Underhill in his work on Criminal Evidence (sec. 381) says: "Direct evidence of the act of sexual intercourse can seldom be obtained. Hence, evidence of all the circumstances of the parties, their relations to one another, their domestic and social surroundings, their (308) acquaintance, conduct and familiarity, the facts that they went out together and visited each other, and often expressed a desire to be together, are relevant. Improper familiarities and adulterous acts between the same parties prior to or subsequent to the act charged, but not too remote, or, if remote, connected with it so as to form a part of a continuous course of conduct, may be shown for the purpose of bringing out the relations and adulterous disposition of the defendant." The Supreme Court of Michigan, in People v. Jenness, 305, at page 322, says that in the case of an indictment for this offense, "previous familiarity, and the general or habitual submission of the female to his (the defendant's) sexual embraces, must, in the nature of things, tend to render it more probable that like intercourse took place on the occasion charged. Such is the force and ungovernable nature of this passion, and so likely is its indulgence to be continued between the same parties, when once yielded to, that the constitution of the human mind must be entirely changed before any man's judgment can resist the force of such an inference to be drawn from previous acts of intercourse." These extracts, and the many cases cited in the notes to section 381 of Underhill on Cr. Evidence, show what great stress some of the courts have laid upon the fact of previous sexual intercourse as an important probative one; but this Court has held that such evidence is merely explanatory of acts and conduct within the two years, though the jury must find that the crime was committed within that period (S. v. Guest,110 N.C. 410), and it was so treated by the presiding judge.

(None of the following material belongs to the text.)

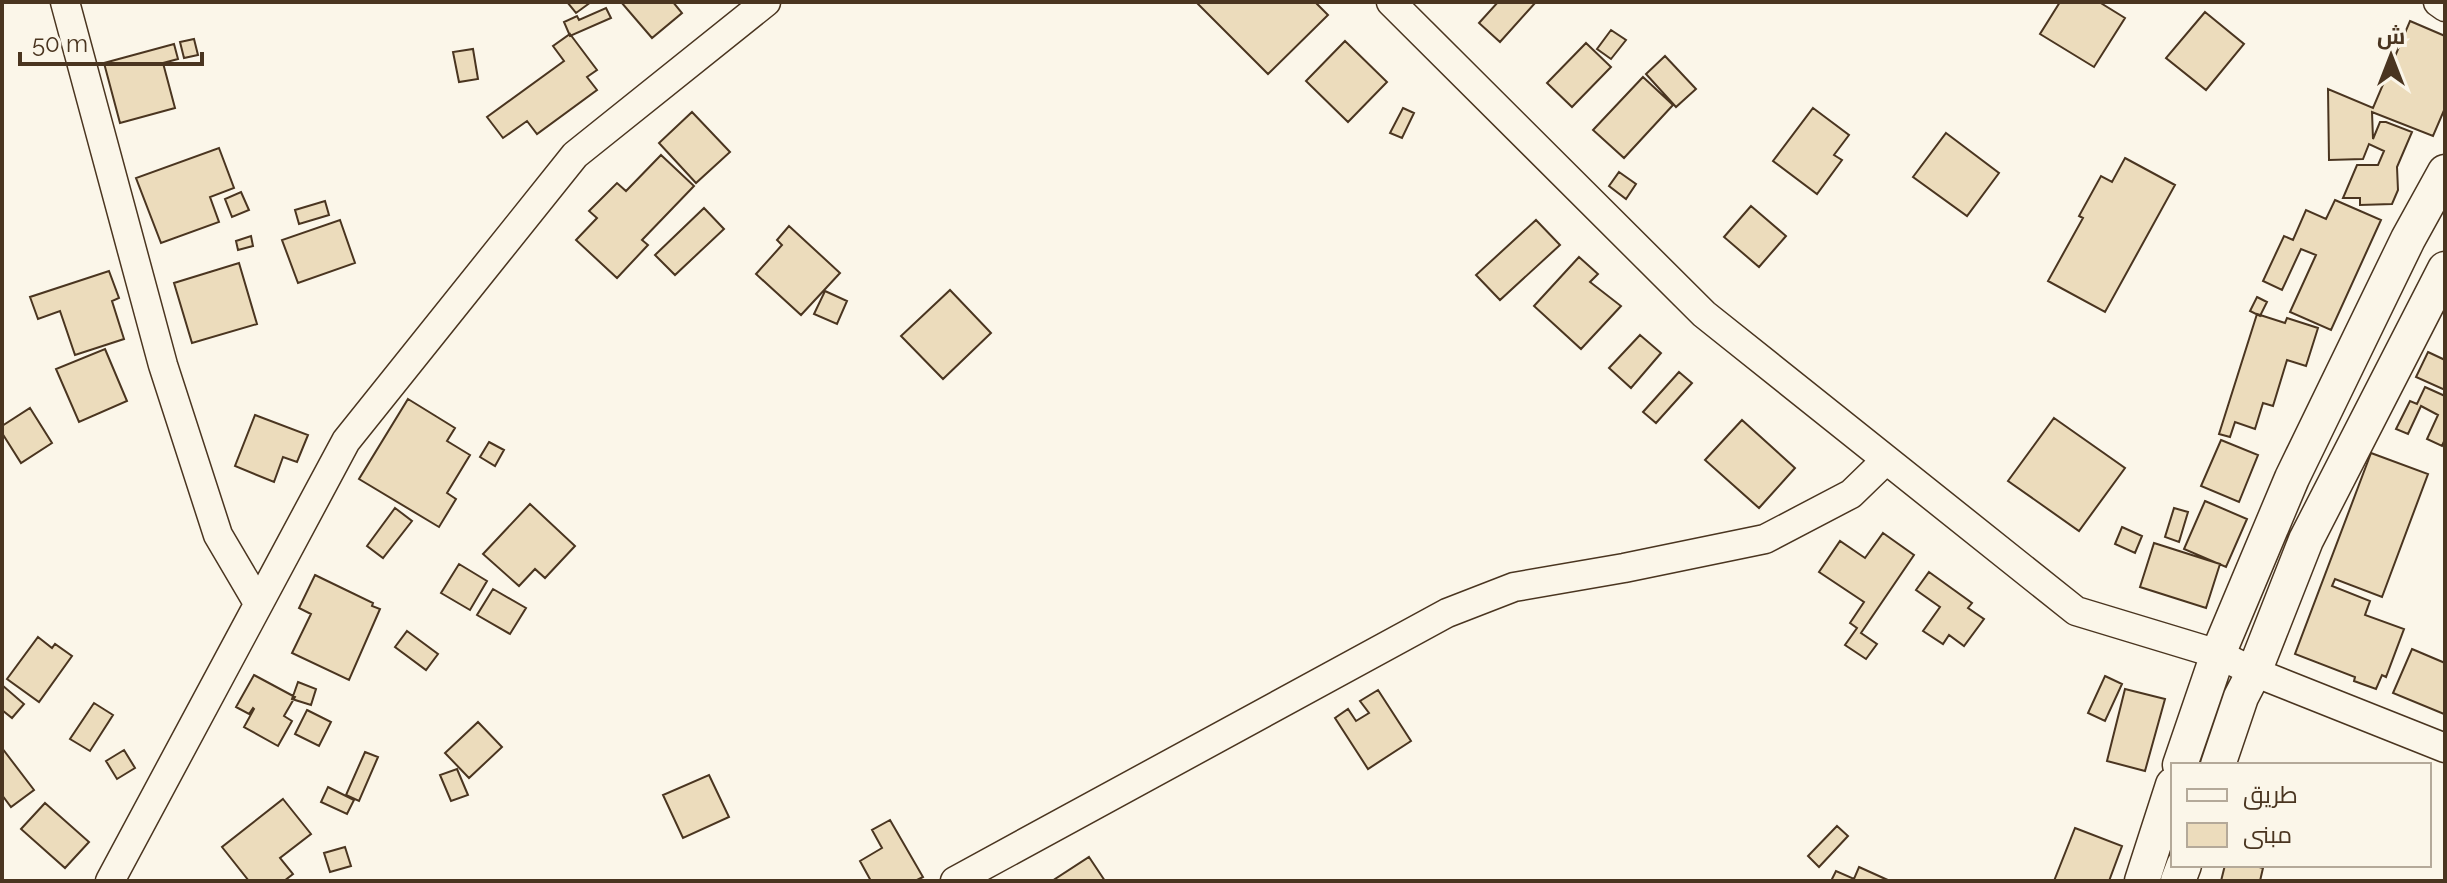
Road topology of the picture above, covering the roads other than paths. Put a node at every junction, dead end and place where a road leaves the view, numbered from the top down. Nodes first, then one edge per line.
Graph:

Defendant complains that the charge did not state his contentions fully and impartially, but laid more stress on those of the State. We have read the charge most carefully and have been unable to discover this fault. It appears to us to have been fair and just, clear and comprehensive, and arrayed the facts, which the evidence tended to prove, with perfect discrimination and proper application to the different phases of the case, giving to each side equal consideration. But if there had been any such omission, as is alleged by the defendant, it was his duty to call the attention of the court to it, by a request for more specific instructions, so that the judge could state his contentions more definitely and accurately. Jeffreys v. R. R., 158 N.C. 215; S. v. Cox, 153 N.C. 638;S. v. Blackwell, 162 N.C. 672. The exceptions directed *370 against the general structure of the charge cannot be entertained, as the particular error must be pointed out. A "broadside" attack upon the charge is not permissible. S. v. Johnson, 161 N.C. 264; S. v. Cameron,166 N.C. 379. The judge sufficiently instructed the jury that the illicit association of defendants more than two years before this prosecution was commenced could only be considered as explanatory of what occurred since, and in this respect complied with the rule of this (309) Court. 164 N.C. 548. The evidence was sufficient to convict. S. v. Chancy, 110 N.C. 507; S. v. Rhinehart, supra.

We have considered the position taken by the defendant's counsel in their well prepared brief, but have concluded that the trial was conducted in all respects according to law.

No error.

Cited: S. v. Herron, 175 N.C. 759; S. v. Hendricks, 207 N.C. 874; S.v. Jessup, 219 N.C. 623; S. v. Biggerstaff, 226 N.C. 605, 606; S. v.Beatty, 226 N.C. 766.